Introduction to Data Lake (Lesson 188)

Concept of Data Lakes and Data Warehouses

  • Data Lake: Vast pool of raw data, purpose not yet defined.
  • Data Warehouse: Repository for structured, filtered data processed for a specific purpose.

Differences Between Data Lakes and Data Warehouses

  • Flexibility: Data lakes store raw data, more adaptable than data warehouses.
  • Purpose: Data lakes for undefined future use; data warehouses for known, structured queries.
  • Cost and Time: Data warehouses are more expensive and less flexible to change.

Building a Data Lake on AWS

  1. Storage Options:
  2. S3: Primary storage solution for data lakes.
  3. Amazon Glacier: For data backup and long-term archival.

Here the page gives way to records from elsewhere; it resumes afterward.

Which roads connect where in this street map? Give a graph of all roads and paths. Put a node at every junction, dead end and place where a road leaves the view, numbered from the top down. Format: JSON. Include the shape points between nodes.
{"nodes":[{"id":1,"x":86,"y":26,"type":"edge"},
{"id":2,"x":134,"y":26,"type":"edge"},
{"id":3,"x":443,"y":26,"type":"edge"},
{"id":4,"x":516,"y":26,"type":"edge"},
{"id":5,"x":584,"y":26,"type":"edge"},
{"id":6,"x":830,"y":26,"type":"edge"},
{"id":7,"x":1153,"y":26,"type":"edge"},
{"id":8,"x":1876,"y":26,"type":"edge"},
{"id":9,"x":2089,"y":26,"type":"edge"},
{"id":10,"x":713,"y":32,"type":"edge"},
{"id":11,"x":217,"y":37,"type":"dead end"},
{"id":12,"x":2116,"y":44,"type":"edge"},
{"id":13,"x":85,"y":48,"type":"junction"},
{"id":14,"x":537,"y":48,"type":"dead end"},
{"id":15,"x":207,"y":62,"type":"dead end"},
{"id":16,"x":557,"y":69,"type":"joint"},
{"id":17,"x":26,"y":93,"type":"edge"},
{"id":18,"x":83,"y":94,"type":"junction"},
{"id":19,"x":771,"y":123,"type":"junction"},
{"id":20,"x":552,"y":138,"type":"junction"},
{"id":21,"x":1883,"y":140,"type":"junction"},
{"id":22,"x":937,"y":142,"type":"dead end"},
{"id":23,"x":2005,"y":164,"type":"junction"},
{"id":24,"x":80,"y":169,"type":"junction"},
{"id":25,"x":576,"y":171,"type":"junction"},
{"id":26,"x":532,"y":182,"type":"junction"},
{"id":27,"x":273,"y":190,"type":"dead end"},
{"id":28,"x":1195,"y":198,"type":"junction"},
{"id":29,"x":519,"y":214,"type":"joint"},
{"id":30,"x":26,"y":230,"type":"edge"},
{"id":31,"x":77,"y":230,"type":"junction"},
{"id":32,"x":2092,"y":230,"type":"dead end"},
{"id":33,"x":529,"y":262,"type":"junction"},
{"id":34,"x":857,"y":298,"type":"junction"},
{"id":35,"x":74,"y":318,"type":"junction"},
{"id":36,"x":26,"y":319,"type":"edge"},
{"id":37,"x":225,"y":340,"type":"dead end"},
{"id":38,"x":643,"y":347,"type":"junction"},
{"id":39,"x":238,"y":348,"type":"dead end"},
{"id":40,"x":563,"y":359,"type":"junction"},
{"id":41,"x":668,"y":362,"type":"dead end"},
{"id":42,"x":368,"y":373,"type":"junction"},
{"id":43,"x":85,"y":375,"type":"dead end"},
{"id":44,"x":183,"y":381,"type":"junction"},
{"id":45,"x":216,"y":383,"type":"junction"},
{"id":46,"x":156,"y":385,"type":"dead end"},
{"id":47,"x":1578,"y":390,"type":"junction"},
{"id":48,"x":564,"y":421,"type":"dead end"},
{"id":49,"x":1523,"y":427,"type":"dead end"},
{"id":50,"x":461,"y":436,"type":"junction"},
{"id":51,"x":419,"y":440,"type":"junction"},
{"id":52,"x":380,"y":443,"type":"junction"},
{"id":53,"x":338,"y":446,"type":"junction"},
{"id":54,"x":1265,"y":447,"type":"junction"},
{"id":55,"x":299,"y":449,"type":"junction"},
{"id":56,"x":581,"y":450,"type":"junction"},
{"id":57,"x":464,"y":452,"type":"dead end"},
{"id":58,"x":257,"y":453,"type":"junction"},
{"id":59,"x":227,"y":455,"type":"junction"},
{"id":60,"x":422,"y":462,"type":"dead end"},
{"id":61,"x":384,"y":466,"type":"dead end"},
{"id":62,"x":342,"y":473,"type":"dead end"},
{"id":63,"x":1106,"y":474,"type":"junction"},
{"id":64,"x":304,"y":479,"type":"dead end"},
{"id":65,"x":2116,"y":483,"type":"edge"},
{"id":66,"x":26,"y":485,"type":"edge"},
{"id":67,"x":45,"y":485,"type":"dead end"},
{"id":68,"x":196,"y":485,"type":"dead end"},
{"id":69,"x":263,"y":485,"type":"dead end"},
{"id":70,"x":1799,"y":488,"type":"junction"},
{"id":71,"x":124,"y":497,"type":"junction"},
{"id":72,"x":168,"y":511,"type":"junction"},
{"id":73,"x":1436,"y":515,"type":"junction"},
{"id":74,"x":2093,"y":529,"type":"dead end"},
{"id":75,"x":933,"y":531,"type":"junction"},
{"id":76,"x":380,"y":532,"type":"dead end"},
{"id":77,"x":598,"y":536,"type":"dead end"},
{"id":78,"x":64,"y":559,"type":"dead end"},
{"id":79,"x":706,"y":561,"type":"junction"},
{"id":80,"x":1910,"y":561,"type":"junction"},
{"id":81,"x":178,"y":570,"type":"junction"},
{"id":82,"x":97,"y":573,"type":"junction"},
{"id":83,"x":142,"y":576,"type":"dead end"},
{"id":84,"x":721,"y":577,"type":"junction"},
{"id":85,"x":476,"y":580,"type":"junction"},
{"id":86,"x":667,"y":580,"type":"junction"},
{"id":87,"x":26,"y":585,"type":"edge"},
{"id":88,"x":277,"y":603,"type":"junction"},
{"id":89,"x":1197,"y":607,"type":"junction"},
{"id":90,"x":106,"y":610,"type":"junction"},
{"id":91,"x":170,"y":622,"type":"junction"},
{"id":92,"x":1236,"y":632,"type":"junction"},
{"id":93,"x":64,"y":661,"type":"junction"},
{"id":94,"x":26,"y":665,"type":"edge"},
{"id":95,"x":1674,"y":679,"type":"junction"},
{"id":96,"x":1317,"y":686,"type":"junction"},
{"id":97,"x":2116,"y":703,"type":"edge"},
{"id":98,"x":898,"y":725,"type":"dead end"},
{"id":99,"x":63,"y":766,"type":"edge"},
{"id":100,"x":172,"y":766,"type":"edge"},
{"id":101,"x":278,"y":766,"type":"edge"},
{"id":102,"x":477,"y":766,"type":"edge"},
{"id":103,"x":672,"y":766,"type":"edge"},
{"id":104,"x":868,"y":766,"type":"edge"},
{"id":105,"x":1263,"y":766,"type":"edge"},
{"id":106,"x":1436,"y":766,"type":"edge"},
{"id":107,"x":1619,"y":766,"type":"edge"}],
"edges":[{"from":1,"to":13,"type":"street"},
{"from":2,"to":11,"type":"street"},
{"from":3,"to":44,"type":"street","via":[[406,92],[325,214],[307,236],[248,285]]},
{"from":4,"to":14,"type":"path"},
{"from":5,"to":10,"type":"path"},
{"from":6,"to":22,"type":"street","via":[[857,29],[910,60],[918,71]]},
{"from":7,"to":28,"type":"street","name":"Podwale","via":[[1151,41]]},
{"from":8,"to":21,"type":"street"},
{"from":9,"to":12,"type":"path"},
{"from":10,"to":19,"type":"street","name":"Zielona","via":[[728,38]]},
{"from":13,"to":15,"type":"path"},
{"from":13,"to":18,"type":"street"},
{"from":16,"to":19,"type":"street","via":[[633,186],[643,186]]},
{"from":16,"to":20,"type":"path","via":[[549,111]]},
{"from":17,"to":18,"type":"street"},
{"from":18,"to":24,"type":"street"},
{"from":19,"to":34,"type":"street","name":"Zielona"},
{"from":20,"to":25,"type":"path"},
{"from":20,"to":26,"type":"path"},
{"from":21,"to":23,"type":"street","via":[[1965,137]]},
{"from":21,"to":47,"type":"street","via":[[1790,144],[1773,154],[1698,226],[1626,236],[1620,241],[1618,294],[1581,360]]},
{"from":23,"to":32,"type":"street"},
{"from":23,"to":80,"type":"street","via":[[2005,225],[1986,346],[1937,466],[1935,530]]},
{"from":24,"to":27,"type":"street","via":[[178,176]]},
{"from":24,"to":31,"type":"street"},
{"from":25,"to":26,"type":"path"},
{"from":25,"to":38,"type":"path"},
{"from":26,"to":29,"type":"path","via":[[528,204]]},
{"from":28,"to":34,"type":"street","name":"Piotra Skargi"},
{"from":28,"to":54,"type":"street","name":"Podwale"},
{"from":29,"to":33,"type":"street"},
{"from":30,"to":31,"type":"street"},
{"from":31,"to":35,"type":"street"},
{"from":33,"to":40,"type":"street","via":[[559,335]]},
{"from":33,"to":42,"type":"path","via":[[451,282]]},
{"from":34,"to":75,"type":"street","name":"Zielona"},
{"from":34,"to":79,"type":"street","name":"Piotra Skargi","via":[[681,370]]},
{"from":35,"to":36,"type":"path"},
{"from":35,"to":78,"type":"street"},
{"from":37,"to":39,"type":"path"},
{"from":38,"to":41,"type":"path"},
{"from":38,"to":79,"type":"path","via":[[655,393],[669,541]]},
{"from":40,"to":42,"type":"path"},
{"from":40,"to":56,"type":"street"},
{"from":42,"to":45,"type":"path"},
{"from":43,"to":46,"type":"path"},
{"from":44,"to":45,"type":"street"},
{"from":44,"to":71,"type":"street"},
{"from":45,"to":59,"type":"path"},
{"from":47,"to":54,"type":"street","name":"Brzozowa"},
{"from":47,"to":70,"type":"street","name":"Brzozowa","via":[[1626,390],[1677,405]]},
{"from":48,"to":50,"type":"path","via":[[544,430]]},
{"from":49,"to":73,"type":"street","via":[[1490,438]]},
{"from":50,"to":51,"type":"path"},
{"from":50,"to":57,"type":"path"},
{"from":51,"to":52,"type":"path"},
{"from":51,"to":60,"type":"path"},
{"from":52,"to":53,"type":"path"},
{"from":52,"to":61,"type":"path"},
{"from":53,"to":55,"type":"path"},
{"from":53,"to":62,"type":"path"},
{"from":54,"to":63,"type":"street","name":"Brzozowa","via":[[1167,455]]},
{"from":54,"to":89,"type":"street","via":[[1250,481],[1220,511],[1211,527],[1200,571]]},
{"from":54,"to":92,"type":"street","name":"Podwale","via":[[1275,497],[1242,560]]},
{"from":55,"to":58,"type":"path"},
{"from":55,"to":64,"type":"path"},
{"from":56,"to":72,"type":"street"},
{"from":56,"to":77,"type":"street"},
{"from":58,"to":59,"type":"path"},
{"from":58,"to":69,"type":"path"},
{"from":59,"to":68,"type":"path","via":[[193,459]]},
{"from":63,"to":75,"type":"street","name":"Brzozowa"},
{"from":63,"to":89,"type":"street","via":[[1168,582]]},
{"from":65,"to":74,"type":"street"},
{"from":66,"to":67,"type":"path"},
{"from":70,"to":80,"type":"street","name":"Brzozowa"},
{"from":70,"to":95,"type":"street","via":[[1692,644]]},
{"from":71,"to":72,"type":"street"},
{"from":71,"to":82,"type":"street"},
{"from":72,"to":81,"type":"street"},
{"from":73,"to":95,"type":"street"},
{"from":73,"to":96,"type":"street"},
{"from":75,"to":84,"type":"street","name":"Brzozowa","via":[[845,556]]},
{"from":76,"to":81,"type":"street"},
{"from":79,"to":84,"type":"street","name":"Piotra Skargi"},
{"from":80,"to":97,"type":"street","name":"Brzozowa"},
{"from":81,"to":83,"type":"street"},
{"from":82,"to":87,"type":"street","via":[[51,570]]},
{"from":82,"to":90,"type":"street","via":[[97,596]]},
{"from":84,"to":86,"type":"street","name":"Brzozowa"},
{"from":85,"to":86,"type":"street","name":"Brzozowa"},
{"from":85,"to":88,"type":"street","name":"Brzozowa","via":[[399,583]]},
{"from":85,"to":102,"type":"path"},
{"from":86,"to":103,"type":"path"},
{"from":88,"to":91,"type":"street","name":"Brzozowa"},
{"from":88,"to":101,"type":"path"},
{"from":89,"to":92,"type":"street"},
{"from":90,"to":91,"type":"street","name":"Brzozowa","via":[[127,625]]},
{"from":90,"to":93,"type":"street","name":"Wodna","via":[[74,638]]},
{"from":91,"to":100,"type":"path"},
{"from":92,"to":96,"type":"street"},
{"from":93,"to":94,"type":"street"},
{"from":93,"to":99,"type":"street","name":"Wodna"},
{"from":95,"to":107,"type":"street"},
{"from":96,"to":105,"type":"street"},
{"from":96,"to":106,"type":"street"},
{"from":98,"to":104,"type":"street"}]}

  4. Data Ingestion/Consolidation:

  5. Kinesis Firehose: For real-time streaming data capture and loading.
  6. Storage Gateway: Integrates on-premises data with S3.
  7. Snowball & Snowmobile: Physical appliances for large-scale data transfer to AWS.
  8. SDK, CLI and more: AWS SDKs, Command Line tools, third-party tools for S3 data storage.

  9. Metadata and Data Catalog: Essential for data discoverability and preventing data swamps.

  10. Do-it-yourself: Manual logic for metadata collection.
  11. AWS Glue: Automated building and maintaining of data catalog.

Data Lake vs. Data Swamp

  • Data Swamp: Unmanaged, inaccessible data lake with little value.
  • Prevention: Maintain a comprehensive and updated data catalog.

Kinesis - Streaming and Batch Processing (Lesson 189)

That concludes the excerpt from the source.